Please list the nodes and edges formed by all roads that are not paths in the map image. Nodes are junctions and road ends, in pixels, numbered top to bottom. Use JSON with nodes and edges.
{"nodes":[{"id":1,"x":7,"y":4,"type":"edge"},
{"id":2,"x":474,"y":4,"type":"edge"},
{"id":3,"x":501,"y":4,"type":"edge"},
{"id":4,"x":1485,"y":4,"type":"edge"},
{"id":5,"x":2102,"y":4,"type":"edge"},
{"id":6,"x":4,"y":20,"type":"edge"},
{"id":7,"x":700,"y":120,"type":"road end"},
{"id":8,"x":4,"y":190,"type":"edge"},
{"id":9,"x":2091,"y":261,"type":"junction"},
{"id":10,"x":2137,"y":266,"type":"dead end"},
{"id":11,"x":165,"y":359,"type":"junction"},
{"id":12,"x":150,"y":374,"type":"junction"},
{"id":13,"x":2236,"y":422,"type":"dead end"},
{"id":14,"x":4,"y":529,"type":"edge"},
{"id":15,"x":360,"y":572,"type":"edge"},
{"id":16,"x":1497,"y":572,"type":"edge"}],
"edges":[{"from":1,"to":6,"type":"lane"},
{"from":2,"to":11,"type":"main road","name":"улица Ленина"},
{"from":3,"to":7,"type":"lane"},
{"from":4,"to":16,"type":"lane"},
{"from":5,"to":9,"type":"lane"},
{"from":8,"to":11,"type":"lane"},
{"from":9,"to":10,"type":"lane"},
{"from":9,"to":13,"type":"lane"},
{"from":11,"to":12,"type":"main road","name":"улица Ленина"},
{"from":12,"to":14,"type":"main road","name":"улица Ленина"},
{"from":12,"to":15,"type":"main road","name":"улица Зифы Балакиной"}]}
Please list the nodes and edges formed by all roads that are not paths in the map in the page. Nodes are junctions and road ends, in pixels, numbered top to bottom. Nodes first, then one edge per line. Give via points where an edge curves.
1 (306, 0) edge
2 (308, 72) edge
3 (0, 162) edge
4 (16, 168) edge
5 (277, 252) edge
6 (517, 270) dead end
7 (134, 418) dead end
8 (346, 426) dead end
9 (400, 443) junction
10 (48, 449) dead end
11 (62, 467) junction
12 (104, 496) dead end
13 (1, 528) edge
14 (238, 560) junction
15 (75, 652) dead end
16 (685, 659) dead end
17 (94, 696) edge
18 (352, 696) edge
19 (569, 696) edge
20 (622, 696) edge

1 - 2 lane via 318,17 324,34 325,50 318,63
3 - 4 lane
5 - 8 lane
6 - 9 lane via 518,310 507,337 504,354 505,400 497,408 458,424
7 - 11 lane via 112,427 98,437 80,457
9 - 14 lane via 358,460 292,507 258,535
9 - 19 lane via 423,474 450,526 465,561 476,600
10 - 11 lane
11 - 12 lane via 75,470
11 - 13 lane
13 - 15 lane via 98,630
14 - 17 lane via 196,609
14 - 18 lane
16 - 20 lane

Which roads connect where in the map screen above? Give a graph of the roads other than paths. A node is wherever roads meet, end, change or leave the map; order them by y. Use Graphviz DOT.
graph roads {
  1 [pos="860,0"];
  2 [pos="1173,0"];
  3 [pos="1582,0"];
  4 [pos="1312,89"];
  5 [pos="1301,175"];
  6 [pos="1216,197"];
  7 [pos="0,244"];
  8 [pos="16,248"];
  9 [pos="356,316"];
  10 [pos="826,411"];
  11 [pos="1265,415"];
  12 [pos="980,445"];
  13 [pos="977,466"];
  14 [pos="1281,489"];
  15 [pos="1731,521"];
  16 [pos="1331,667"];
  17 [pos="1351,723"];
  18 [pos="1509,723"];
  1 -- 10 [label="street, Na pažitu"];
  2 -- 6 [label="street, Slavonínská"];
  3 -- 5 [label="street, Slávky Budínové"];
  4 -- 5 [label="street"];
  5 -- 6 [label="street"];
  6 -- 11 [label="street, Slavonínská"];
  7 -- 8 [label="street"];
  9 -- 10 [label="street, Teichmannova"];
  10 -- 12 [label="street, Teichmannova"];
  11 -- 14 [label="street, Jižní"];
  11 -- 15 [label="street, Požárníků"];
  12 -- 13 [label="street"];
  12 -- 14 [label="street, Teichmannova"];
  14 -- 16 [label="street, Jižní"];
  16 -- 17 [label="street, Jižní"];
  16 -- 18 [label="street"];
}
------------------------------
*Activity:* Copy out the whole listing, exactly as written.

*Solution to the exercise:*
Please list the nodes and edges formed by all roads that are not paths in the map image. Nodes are junctions and road ends, in pixels, numbered top to bottom. Use JSON with nodes and edges.
{"nodes":[{"id":1,"x":7,"y":4,"type":"edge"},
{"id":2,"x":474,"y":4,"type":"edge"},
{"id":3,"x":501,"y":4,"type":"edge"},
{"id":4,"x":1485,"y":4,"type":"edge"},
{"id":5,"x":2102,"y":4,"type":"edge"},
{"id":6,"x":4,"y":20,"type":"edge"},
{"id":7,"x":700,"y":120,"type":"road end"},
{"id":8,"x":4,"y":190,"type":"edge"},
{"id":9,"x":2091,"y":261,"type":"junction"},
{"id":10,"x":2137,"y":266,"type":"dead end"},
{"id":11,"x":165,"y":359,"type":"junction"},
{"id":12,"x":150,"y":374,"type":"junction"},
{"id":13,"x":2236,"y":422,"type":"dead end"},
{"id":14,"x":4,"y":529,"type":"edge"},
{"id":15,"x":360,"y":572,"type":"edge"},
{"id":16,"x":1497,"y":572,"type":"edge"}],
"edges":[{"from":1,"to":6,"type":"lane"},
{"from":2,"to":11,"type":"main road","name":"улица Ленина"},
{"from":3,"to":7,"type":"lane"},
{"from":4,"to":16,"type":"lane"},
{"from":5,"to":9,"type":"lane"},
{"from":8,"to":11,"type":"lane"},
{"from":9,"to":10,"type":"lane"},
{"from":9,"to":13,"type":"lane"},
{"from":11,"to":12,"type":"main road","name":"улица Ленина"},
{"from":12,"to":14,"type":"main road","name":"улица Ленина"},
{"from":12,"to":15,"type":"main road","name":"улица Зифы Балакиной"}]}
Please list the nodes and edges formed by all roads that are not paths in the map in the page. Nodes are junctions and road ends, in pixels, numbered top to bottom. Nodes first, then one edge per line. Give via points where an edge curves.
1 (306, 0) edge
2 (308, 72) edge
3 (0, 162) edge
4 (16, 168) edge
5 (277, 252) edge
6 (517, 270) dead end
7 (134, 418) dead end
8 (346, 426) dead end
9 (400, 443) junction
10 (48, 449) dead end
11 (62, 467) junction
12 (104, 496) dead end
13 (1, 528) edge
14 (238, 560) junction
15 (75, 652) dead end
16 (685, 659) dead end
17 (94, 696) edge
18 (352, 696) edge
19 (569, 696) edge
20 (622, 696) edge

1 - 2 lane via 318,17 324,34 325,50 318,63
3 - 4 lane
5 - 8 lane
6 - 9 lane via 518,310 507,337 504,354 505,400 497,408 458,424
7 - 11 lane via 112,427 98,437 80,457
9 - 14 lane via 358,460 292,507 258,535
9 - 19 lane via 423,474 450,526 465,561 476,600
10 - 11 lane
11 - 12 lane via 75,470
11 - 13 lane
13 - 15 lane via 98,630
14 - 17 lane via 196,609
14 - 18 lane
16 - 20 lane

Which roads connect where in the map screen above? Give a graph of the roads other than paths. A node is wherever roads meet, end, change or leave the map; order them by y. Use Graphviz DOT.
graph roads {
  1 [pos="860,0"];
  2 [pos="1173,0"];
  3 [pos="1582,0"];
  4 [pos="1312,89"];
  5 [pos="1301,175"];
  6 [pos="1216,197"];
  7 [pos="0,244"];
  8 [pos="16,248"];
  9 [pos="356,316"];
  10 [pos="826,411"];
  11 [pos="1265,415"];
  12 [pos="980,445"];
  13 [pos="977,466"];
  14 [pos="1281,489"];
  15 [pos="1731,521"];
  16 [pos="1331,667"];
  17 [pos="1351,723"];
  18 [pos="1509,723"];
  1 -- 10 [label="street, Na pažitu"];
  2 -- 6 [label="street, Slavonínská"];
  3 -- 5 [label="street, Slávky Budínové"];
  4 -- 5 [label="street"];
  5 -- 6 [label="street"];
  6 -- 11 [label="street, Slavonínská"];
  7 -- 8 [label="street"];
  9 -- 10 [label="street, Teichmannova"];
  10 -- 12 [label="street, Teichmannova"];
  11 -- 14 [label="street, Jižní"];
  11 -- 15 [label="street, Požárníků"];
  12 -- 13 [label="street"];
  12 -- 14 [label="street, Teichmannova"];
  14 -- 16 [label="street, Jižní"];
  16 -- 17 [label="street, Jižní"];
  16 -- 18 [label="street"];
}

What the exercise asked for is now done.